Title: The Use of Multi-species Organoids as a Pre-clinical Screen to Assess Gastrointestinal Toxicity
The small intestinal organoid model (Sato, et al. 2009) incorporates many of the physiologically relevant features of the in vivo intestinal epithelium, including the presence of all the differentiated cell types and the regenerative progenitor cells. We have validated the organoid model as a screening tool to predict GI toxicity (a common and often severe dose-limiting side effect of chemotherapy) and subsequent mucosal regeneration in four species: mouse, rat, canine and human. Using minimal amounts of drug candidates, these assays are much quicker to perform than in vivo models but have been shown to be highly predictive of the in vivo response. Readouts can include viability and proliferation, but also can include more detailed mechanistic information via gene expression profiling (Next Generation Sequencing), immunohistochemistry, in situ hybridisation (RNAscope), and cytokine profiling.
Speaker Bio:
Dr Valentina Ubertini completed her Ph.D. researching the relationship between p53 and the anti-inflammatory cytokine sIL-1Ra at Regina Elena National Cancer Institute, Rome, Italy. She then moved to the Cancer Research UK Manchester Institute to investigate the regulation of inflammatory genes modulating the prostate cancer microenvironment.
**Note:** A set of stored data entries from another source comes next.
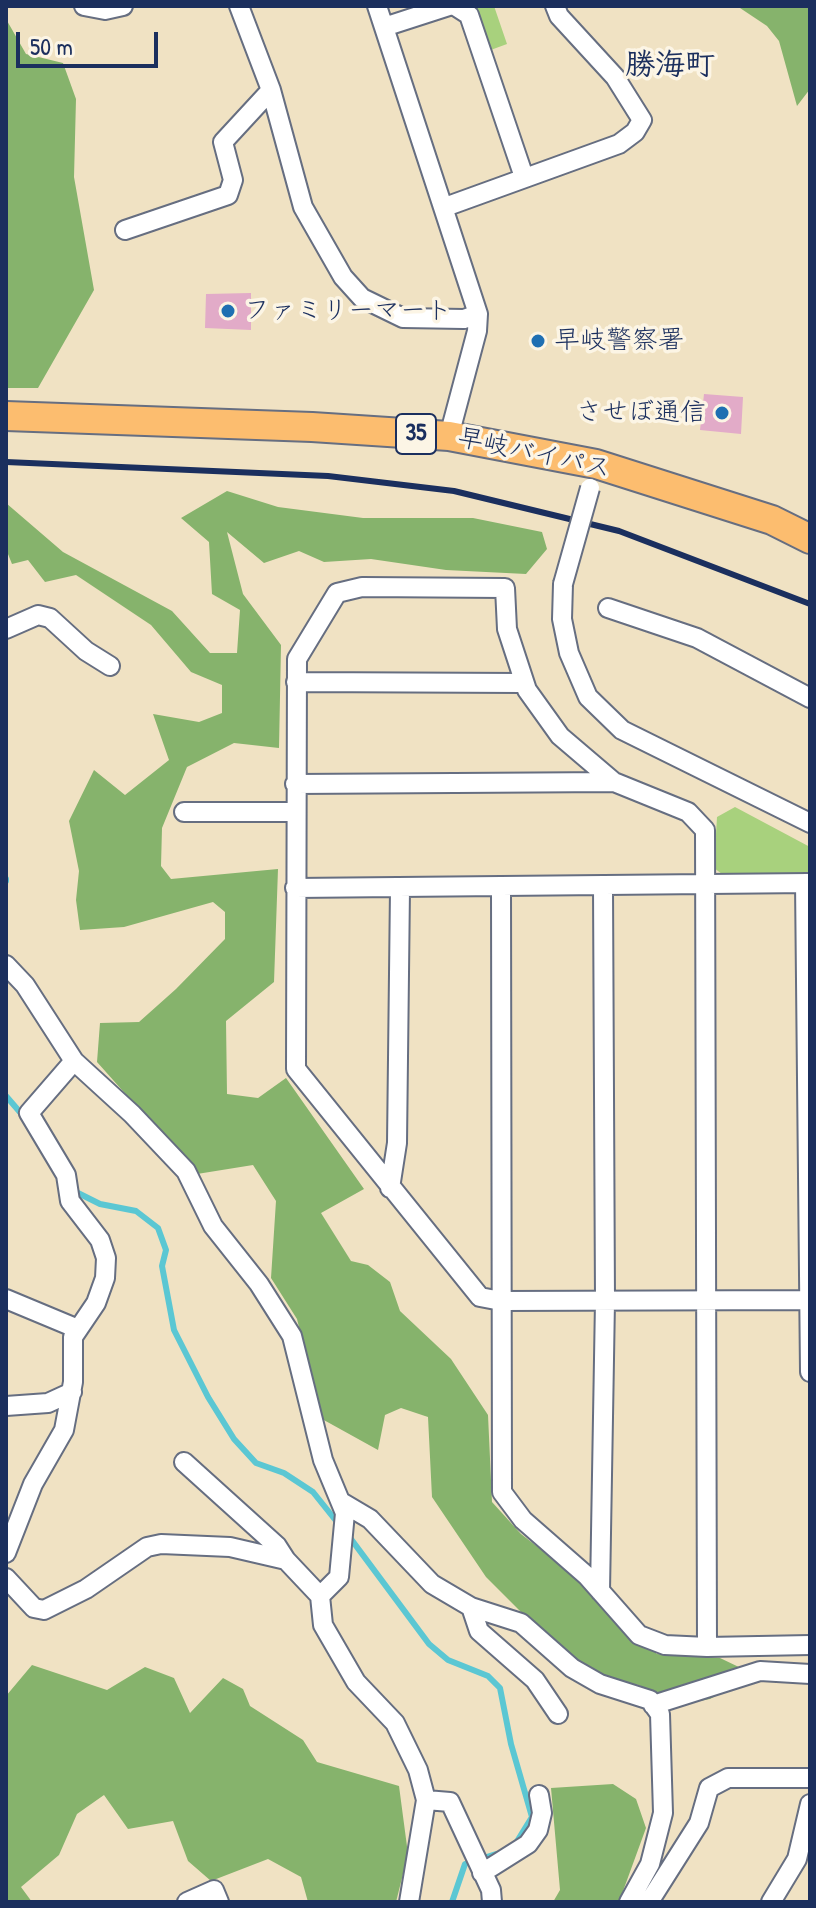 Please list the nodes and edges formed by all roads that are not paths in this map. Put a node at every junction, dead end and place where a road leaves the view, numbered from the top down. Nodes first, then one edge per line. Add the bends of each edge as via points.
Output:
1 (84, 6) edge
2 (123, 6) edge
3 (239, 6) edge
4 (377, 6) edge
5 (449, 6) edge
6 (455, 6) edge
7 (555, 6) edge
8 (384, 27) junction
9 (271, 90) junction
10 (524, 177) junction
11 (445, 207) junction
12 (125, 230) dead end
13 (478, 314) junction
14 (6, 416) edge
15 (449, 436) junction
16 (593, 476) junction
17 (810, 539) edge
18 (608, 608) dead end
19 (6, 629) edge
20 (110, 666) dead end
21 (296, 682) junction
22 (523, 683) junction
23 (810, 698) edge
24 (614, 782) junction
25 (295, 784) junction
26 (184, 812) dead end
27 (295, 812) junction
28 (810, 823) edge
29 (808, 883) edge
30 (705, 885) junction
31 (603, 887) junction
32 (295, 888) junction
33 (501, 888) junction
34 (400, 889) junction
35 (6, 965) edge
36 (74, 1061) junction
37 (390, 1188) junction
38 (6, 1299) edge
39 (810, 1300) edge
40 (501, 1301) junction
41 (605, 1301) junction
42 (708, 1301) junction
43 (78, 1329) junction
44 (810, 1372) edge
45 (72, 1392) junction
46 (6, 1406) edge
47 (184, 1462) dead end
48 (344, 1508) junction
49 (6, 1553) edge
50 (286, 1560) junction
51 (6, 1578) edge
52 (600, 1591) junction
53 (320, 1596) junction
54 (471, 1607) junction
55 (810, 1645) edge
56 (707, 1647) junction
57 (810, 1674) edge
58 (653, 1705) junction
59 (558, 1714) dead end
60 (810, 1778) edge
61 (539, 1795) dead end
62 (426, 1800) junction
63 (810, 1804) edge
64 (478, 1865) junction
65 (187, 1902) edge
66 (219, 1902) edge
67 (409, 1902) edge
68 (492, 1902) edge
69 (629, 1902) edge
70 (649, 1902) edge
71 (771, 1902) edge

1 - 2 street
3 - 9 street
4 - 8 street
5 - 8 street
6 - 10 street via 469,15
7 - 10 street via 615,77 642,120 619,144
8 - 11 street
9 - 12 street via 223,142 233,180 228,195
9 - 13 street via 303,207 343,277 362,298 403,318 464,319
10 - 11 street
11 - 13 street
13 - 15 street
14 - 15 highway, 早岐バイパス / 35
15 - 16 highway, 早岐バイパス / 35
16 - 17 highway, 早岐バイパス / 35 via 772,520
16 - 28 street, bridge via 563,584 562,619 569,653 588,697 622,730
18 - 23 street via 697,638
19 - 20 street via 38,615 50,618
21 - 22 street
21 - 22 street via 297,659 322,612 337,593 362,587 505,588 507,629
21 - 25 street
22 - 24 street via 560,736
24 - 25 street
24 - 30 street via 688,812 705,830
25 - 27 street
26 - 27 street
27 - 32 street
29 - 30 street
29 - 39 street
30 - 31 street
30 - 42 street
31 - 33 street
31 - 41 street
32 - 34 street
32 - 37 street via 296,1069
33 - 34 street
33 - 40 street
34 - 37 street via 397,1143
35 - 36 street
36 - 43 street via 29,1113 106,1258 96,1303
36 - 48 street via 186,1171 213,1226 292,1336 323,1460
37 - 40 street via 480,1297
38 - 43 street
39 - 42 street
39 - 44 street
40 - 41 street
40 - 52 street via 502,1492 523,1520
41 - 42 street
41 - 52 street
42 - 56 street
43 - 45 street via 73,1337
45 - 46 street via 48,1403
45 - 49 street via 64,1430 33,1484
47 - 50 street
48 - 53 street via 339,1577
48 - 54 street via 370,1519 432,1584
50 - 51 street via 230,1547 161,1544 147,1547 86,1589 44,1610 34,1608
50 - 53 street
52 - 56 street via 639,1635 665,1645
53 - 62 street via 323,1625 338,1655 395,1723
54 - 58 street via 521,1623 572,1668
54 - 59 street via 479,1631 535,1680
55 - 56 street
57 - 58 street via 760,1671
58 - 69 street via 663,1736 663,1813 650,1864
60 - 70 street via 728,1778 709,1788 699,1823
61 - 64 street via 542,1813 528,1844
62 - 64 street via 450,1802
62 - 67 street
63 - 71 street via 797,1859
64 - 68 street
65 - 66 street via 214,1890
This experience, using a variety of 3D cell culture models (organoids, spheroids) of both primary cells and cell lines, led her to Epistem, Manchester, UK (a company with a history of providing a range of high quality pre-clinical gastrointestinal research services), to lead a team developing a range of intestinal organoid assays as predictive toxicity screens for novel therapeutics.